Las estadísticas de la autoridad sanitaria revelan la magnitud del problema. En 2023 se reportaron 348 lesiones asociadas a procedimientos estéticos en el país, de las cuales el 66% requirió hospitalización, el 31% atención en unidades de cuidados intensivos y el 8% resultó en fallecimientos. Frente a este panorama, la Secretaría Distrital de Salud ha intensificado los operativos de control: durante 2025 realizó 563 operativos y 814 visitas de inspección que derivaron en 39 medidas sanitarias, mientras que en lo corrido de 2026 ya suma 129 operativos, 173 visitas de control y cerca de 400 centros clandestinos clausurados.

El proyecto de acuerdo, que se encuentra en discusión en el Concejo, contempla que la Secretaría Distrital de Salud será la entidad ejecutora, encargada de definir las características técnicas del sello, supervisar su implementación y mantener actualizado el sistema de consulta. Los establecimientos deberán exhibir el sello de forma visible y mantenerlo vigente, mientras que las autoridades sanitarias reforzarán la vigilancia sobre la publicidad engañosa que promueven redes sociales y plataformas digitales. Además, se establecen sanciones para quienes utilicen sellos falsificados o fraudulentos.

“Este proyecto establece que todos los establecimientos que ofrezcan servicios de medicina estética deberán exhibir un sello visible con código QR, mediante el cual cualquier ciudadano podrá consultar en tiempo real la habilitación del centro, los servicios autorizados y la vigencia del permiso sanitario”, afirmó Andrés Barrios, concejal de Bogotá.

El concejal también resaltó que “Bogotá necesita herramientas de prevención, transparencia y control para proteger la vida de las personas”. La iniciativa busca reducir la asimetría de información que enfrentan los pacientes al momento de elegir un centro estético, permitiéndoles identificar de inmediato cuáles operan dentro del marco legal. Las complicaciones más frecuentes reportadas incluyen infecciones severas, necrosis de tejidos y daños anatómicos permanentes, secuelas comunes en procedimientos realizados en establecimientos no habilitados.
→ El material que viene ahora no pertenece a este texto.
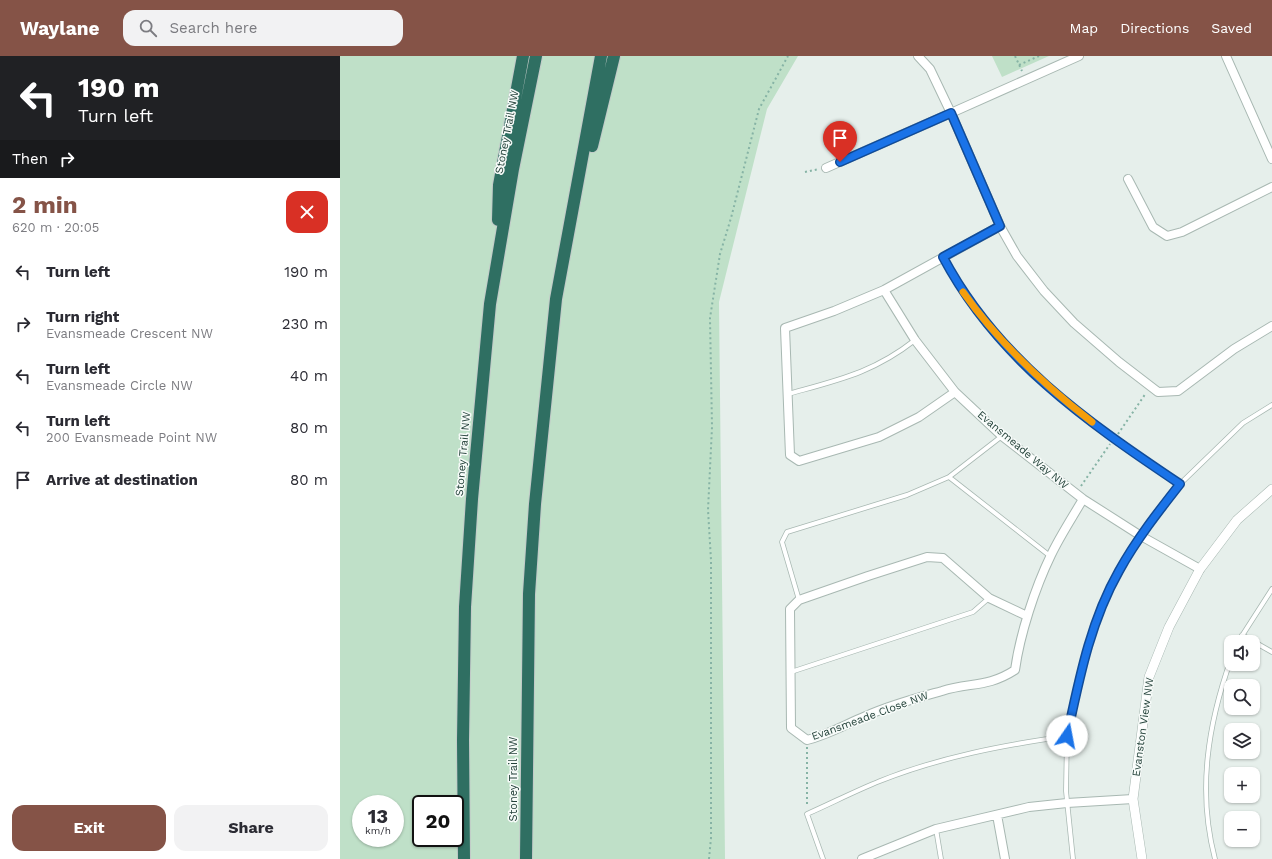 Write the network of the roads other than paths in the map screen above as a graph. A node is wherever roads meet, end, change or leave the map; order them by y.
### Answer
1 (523, 56) edge
2 (536, 56) edge
3 (601, 56) edge
4 (614, 56) edge
5 (918, 56) edge
6 (1079, 56) edge
7 (1226, 56) edge
8 (951, 113) junction
9 (1272, 159) edge
10 (826, 168) road end
11 (1128, 179) dead end
12 (1272, 187) edge
13 (1000, 226) junction
14 (943, 257) junction
15 (497, 260) junction
16 (559, 285) junction
17 (884, 290) junction
18 (1272, 326) edge
19 (915, 340) junction
20 (955, 392) junction
21 (788, 394) junction
22 (1272, 405) edge
23 (1002, 436) junction
24 (949, 477) junction
25 (1180, 484) junction
26 (1272, 489) edge
27 (1083, 499) junction
28 (1140, 536) junction
29 (1050, 556) junction
30 (1200, 569) junction
31 (1272, 589) edge
32 (989, 598) junction
33 (799, 600) junction
34 (1027, 616) junction
35 (1243, 635) edge
36 (1260, 646) edge
37 (1272, 652) edge
38 (1227, 671) edge
39 (791, 672) junction
40 (1067, 736) junction
41 (1133, 799) junction
42 (1067, 803) junction
43 (997, 815) junction
44 (936, 829) junction
45 (464, 859) edge
46 (526, 859) edge
47 (823, 859) edge
48 (862, 859) edge
49 (941, 859) edge
50 (1005, 859) edge
51 (1073, 859) edge
52 (1142, 859) edge
53 (1215, 859) edge

1 - 15 highway
2 - 15 highway, Stoney Trail NW
3 - 16 highway, Stoney Trail NW
4 - 16 highway
5 - 8 street
6 - 8 street
7 - 9 street
8 - 10 street
8 - 13 street
11 - 12 street
13 - 14 street
13 - 18 street
14 - 17 street
14 - 25 lane
15 - 45 highway, Stoney Trail NW
16 - 46 highway, Stoney Trail NW
17 - 19 street, Evansmeade Way NW
17 - 21 street
19 - 20 street, Evansmeade Way NW
19 - 21 lane
20 - 21 street
20 - 23 street, Evansmeade Way NW
22 - 25 lane
23 - 24 lane
23 - 27 street, Evansmeade Way NW
24 - 29 lane
24 - 33 lane
25 - 28 lane
26 - 30 street, Evanston View NW
27 - 28 street, Evansmeade Way NW
27 - 29 street, Evansmeade Close NW
28 - 30 street, Evansmeade Way NW
28 - 40 lane
29 - 34 street, Evansmeade Close NW
30 - 41 street, Evanston View NW
31 - 35 lane
32 - 33 street
32 - 34 street
32 - 39 lane
33 - 39 street, Evansmeade Close NW
34 - 39 street, Evansmeade Close NW
36 - 37 lane
38 - 53 lane
40 - 42 lane
40 - 47 lane
41 - 42 street
41 - 52 street, Evanston View NW
42 - 43 street
42 - 51 lane
43 - 44 street
43 - 50 street
44 - 48 street
44 - 49 lane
Un control en tiempo real para el ciudadano

El sello, que será de carácter obligatorio y estará disponible tanto en formato físico como digital, funcionará como un mecanismo de transparencia activa. Los ciudadanos podrán escanear el código QR con su teléfono móvil y obtener al instante información verificada sobre la habilitación del centro, la vigencia del permiso sanitario y los servicios específicos autorizados. La Secretaría Distrital de Salud deberá presentar reportes periódicos al Concejo sobre la implementación de la medida y los resultados de los operativos de control. Con esta herramienta, las autoridades esperan desincentivar la operación de centros clandestinos y brindar a los bogotanos una garantía real a la hora de someterse a cualquier procedimiento estético.